AIM OF THE EXERCISE:
Copy all of the data that follows without altering a word.

##### DATA FOR THIS TASK #####

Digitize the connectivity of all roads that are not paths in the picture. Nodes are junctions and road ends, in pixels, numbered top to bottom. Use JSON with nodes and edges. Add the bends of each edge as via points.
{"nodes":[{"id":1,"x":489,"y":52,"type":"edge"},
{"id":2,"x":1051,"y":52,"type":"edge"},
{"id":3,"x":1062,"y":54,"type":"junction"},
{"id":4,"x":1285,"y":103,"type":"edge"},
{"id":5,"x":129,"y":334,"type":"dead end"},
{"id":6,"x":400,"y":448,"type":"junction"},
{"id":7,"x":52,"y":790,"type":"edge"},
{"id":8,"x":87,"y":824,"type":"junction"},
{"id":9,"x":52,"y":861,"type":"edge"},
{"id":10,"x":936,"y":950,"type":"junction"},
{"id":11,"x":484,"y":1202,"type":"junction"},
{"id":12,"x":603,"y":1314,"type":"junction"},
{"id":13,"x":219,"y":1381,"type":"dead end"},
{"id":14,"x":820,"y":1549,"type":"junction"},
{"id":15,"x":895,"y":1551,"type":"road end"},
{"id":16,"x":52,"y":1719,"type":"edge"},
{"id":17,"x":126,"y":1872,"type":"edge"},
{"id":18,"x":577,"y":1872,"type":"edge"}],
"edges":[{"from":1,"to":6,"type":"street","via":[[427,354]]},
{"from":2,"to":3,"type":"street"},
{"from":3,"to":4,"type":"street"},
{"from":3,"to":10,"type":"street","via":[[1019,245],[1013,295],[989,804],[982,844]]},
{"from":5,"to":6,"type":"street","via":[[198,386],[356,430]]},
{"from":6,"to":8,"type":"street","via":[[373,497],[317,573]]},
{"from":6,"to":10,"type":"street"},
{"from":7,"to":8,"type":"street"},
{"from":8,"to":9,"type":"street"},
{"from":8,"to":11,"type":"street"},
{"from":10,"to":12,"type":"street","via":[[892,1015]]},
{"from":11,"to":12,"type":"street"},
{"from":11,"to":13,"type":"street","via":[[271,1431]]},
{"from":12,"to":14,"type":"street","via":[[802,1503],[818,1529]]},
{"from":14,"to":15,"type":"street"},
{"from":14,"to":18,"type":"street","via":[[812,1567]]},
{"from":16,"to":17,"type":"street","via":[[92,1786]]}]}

#####

ANSWER AREA:
Digitize the connectivity of all roads that are not paths in the picture. Nodes are junctions and road ends, in pixels, numbered top to bottom. Use JSON with nodes and edges. Add the bends of each edge as via points.
{"nodes":[{"id":1,"x":489,"y":52,"type":"edge"},
{"id":2,"x":1051,"y":52,"type":"edge"},
{"id":3,"x":1062,"y":54,"type":"junction"},
{"id":4,"x":1285,"y":103,"type":"edge"},
{"id":5,"x":129,"y":334,"type":"dead end"},
{"id":6,"x":400,"y":448,"type":"junction"},
{"id":7,"x":52,"y":790,"type":"edge"},
{"id":8,"x":87,"y":824,"type":"junction"},
{"id":9,"x":52,"y":861,"type":"edge"},
{"id":10,"x":936,"y":950,"type":"junction"},
{"id":11,"x":484,"y":1202,"type":"junction"},
{"id":12,"x":603,"y":1314,"type":"junction"},
{"id":13,"x":219,"y":1381,"type":"dead end"},
{"id":14,"x":820,"y":1549,"type":"junction"},
{"id":15,"x":895,"y":1551,"type":"road end"},
{"id":16,"x":52,"y":1719,"type":"edge"},
{"id":17,"x":126,"y":1872,"type":"edge"},
{"id":18,"x":577,"y":1872,"type":"edge"}],
"edges":[{"from":1,"to":6,"type":"street","via":[[427,354]]},
{"from":2,"to":3,"type":"street"},
{"from":3,"to":4,"type":"street"},
{"from":3,"to":10,"type":"street","via":[[1019,245],[1013,295],[989,804],[982,844]]},
{"from":5,"to":6,"type":"street","via":[[198,386],[356,430]]},
{"from":6,"to":8,"type":"street","via":[[373,497],[317,573]]},
{"from":6,"to":10,"type":"street"},
{"from":7,"to":8,"type":"street"},
{"from":8,"to":9,"type":"street"},
{"from":8,"to":11,"type":"street"},
{"from":10,"to":12,"type":"street","via":[[892,1015]]},
{"from":11,"to":12,"type":"street"},
{"from":11,"to":13,"type":"street","via":[[271,1431]]},
{"from":12,"to":14,"type":"street","via":[[802,1503],[818,1529]]},
{"from":14,"to":15,"type":"street"},
{"from":14,"to":18,"type":"street","via":[[812,1567]]},
{"from":16,"to":17,"type":"street","via":[[92,1786]]}]}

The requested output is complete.